Claro que é. Quem faz todo o terror são aqueles que sempre ganharam muito dinheiro e agora estão se estrepando. Estúdios de cinema e gravadoras ficam irados só na menção do nome Pirate Bay e não medem esforços para criminalizar quem quer que seja. Empresas de software então, de um lado chamam todos de ladrões enquanto nos roubam colocando vírus em nossos computadores (menos no meu).

Agora você vai dizer: mas a indústria precisa sobreviver! Sim, claro que precisa. E sei bem disso porque os boletos bancários não param de chegar no escritório. Mas existe um canyon entre sobreviver e viver a custa da desgraça alheia. Vejamos:

Uma empresona começou um projeto de dar cópias de seus softwares gratuitamente para estudantes brasileiros. Qual é a real intenção por trás desta benevolência toda? Dar instrução? Conhecimento? Claro que não! É cativar os burraldinos que aprendem produtos nas faculdades e colégios técnicos (ao invés de conceitos) para que futuramente tornem-se consumidores dependentes (semelheança com uma atividade ilícita é mera coincidência). Se fosse para dar instrução, pegariam o mesmo valor das cópias (falaram em US$ 240 milhões) e injetariam na educação brasileira e em projetos de melhoria do ensino. Mas aí meu caro, não tem lucro não é mesmo?

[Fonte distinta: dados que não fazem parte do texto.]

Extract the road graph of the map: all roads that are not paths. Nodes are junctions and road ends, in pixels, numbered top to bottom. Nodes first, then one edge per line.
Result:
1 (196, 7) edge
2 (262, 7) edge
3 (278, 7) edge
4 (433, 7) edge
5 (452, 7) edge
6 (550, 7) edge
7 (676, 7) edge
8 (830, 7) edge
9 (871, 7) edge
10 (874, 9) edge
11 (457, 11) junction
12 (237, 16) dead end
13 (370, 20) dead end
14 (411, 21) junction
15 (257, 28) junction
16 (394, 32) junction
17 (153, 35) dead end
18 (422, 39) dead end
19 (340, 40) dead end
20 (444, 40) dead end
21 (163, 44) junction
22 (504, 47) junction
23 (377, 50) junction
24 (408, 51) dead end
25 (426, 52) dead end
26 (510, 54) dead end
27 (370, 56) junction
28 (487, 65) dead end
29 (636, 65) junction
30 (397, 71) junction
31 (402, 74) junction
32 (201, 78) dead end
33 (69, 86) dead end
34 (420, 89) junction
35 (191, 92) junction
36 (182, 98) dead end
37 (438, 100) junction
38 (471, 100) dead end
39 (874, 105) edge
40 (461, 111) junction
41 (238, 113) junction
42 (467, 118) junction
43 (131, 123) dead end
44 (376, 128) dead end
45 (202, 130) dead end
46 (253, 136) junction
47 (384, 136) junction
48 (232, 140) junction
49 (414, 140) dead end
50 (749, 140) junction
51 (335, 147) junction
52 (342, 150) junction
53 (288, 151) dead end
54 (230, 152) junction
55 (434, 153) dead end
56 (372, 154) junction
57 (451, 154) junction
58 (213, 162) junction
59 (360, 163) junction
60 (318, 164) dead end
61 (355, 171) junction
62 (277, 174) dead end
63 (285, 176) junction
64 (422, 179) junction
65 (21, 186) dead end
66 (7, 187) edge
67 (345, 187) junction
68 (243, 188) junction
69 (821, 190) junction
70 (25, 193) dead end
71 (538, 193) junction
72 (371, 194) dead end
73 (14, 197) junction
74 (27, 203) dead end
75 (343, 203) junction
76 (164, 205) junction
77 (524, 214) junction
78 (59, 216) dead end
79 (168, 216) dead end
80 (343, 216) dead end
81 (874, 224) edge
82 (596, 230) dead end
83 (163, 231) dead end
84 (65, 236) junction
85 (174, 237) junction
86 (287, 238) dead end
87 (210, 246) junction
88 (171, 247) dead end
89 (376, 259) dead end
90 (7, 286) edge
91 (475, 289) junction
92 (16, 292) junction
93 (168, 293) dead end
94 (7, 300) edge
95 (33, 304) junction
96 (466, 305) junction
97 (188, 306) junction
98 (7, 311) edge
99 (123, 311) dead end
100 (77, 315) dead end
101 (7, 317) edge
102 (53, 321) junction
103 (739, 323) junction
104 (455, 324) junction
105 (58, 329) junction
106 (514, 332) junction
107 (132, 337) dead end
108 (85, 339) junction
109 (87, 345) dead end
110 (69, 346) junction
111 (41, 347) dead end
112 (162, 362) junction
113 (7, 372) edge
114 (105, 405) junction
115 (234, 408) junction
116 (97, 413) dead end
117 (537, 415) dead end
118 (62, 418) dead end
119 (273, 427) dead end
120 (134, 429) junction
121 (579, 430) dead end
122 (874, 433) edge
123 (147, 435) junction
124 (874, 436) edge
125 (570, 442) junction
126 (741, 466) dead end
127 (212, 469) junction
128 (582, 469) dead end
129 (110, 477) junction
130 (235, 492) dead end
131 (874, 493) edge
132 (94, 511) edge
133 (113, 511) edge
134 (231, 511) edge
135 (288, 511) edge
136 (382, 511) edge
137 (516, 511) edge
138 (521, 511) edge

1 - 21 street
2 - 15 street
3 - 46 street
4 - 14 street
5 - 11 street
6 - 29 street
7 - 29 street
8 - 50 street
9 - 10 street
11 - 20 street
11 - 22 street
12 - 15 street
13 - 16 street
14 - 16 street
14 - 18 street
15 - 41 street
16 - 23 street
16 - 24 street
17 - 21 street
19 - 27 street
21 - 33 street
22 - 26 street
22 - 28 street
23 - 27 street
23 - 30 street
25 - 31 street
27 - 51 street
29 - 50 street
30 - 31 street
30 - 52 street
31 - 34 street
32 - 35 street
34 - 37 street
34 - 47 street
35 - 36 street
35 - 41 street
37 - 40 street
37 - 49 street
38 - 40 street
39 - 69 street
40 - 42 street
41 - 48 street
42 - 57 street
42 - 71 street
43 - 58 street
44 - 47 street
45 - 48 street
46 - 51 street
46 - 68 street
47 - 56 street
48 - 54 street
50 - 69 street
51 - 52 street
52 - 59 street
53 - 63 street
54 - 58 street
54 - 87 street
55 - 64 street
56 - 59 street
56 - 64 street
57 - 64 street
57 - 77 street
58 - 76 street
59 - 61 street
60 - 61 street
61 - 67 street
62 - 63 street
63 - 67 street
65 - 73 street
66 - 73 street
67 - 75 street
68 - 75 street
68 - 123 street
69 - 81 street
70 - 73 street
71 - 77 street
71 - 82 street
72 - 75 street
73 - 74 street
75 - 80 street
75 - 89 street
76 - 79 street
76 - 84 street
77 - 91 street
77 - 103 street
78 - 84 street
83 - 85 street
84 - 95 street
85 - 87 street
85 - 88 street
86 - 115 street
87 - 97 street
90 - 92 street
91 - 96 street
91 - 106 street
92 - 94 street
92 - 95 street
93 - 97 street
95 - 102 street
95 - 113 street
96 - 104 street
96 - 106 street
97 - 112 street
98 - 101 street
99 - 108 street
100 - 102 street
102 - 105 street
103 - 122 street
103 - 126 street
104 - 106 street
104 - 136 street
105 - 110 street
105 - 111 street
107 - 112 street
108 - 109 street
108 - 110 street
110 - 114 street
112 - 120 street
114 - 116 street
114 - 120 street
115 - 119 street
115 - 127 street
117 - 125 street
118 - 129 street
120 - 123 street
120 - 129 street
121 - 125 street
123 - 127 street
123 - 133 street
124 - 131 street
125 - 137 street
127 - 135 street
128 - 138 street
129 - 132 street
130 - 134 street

O mesmo acontece por exemplo com os estúdios de cinema. Os DVD’s que compro são aqueles que estão em promoção e custam não mais que 12 reais; um preço que acredito ser justo e que paga não somente a confecção do mesmo, mas o lucro de toda a cadeia. Mas lhe pergunto: o que pode fazer um DVD copiado aos milhões custar 50 reais ou um CD, 40? O ator que está no filme, a voz do morto que está cantando ou a ganância de quem produz? Já contou uma vez Courtney Love, cantora americana, sobre a relação promíscua das gravadoras com seus artistas e a coisa é aterrorizante. Se depender da venda de CD’s, morrem de fome.

Você tem fome de quê?
Os defensores ferrenhos vão dizer: “você gostaria que seu software fosse pirateado”?

Antes de mais nada, vamos esclarecer. Pirataria é o que está acontecendo na águas da Somália e o que acontecia nos mares do Caribe lá por 1500. O termo pirataria é equivocado, pejorativo e somente serve para induzir pessoas ao erro (tal qual aquele filmeco que passam no cinema).

Dito isso, a resposta: SIM! Eu adoraria ver uma criação minha sendo copiada e usada por milhões de pessoas. Tanto é verdade que faço software livre, coloco na Internet tudo o que crio e nem por isso deixo de ganhar dinheiro. Este texto que você está lendo agora está licenciado sob CreativeCommons (uma licença livre) e você pode usá-lo como bem entender. Além disso, não ganho um único níquel do site.

Pergunte à Paulo Coelho o quanto ele perde com a pirataria de seus livros. Perde tanto, mas tanto que ele mesmo pirateira suas obras. Não acredita? http://piratecoelho.wordpress.com

A questão, no frigir dos ovos gira em torno da fome que tens. A minha não é gananciosa, mas sim compartilhada. Enquanto a de outros… tire suas conclusões.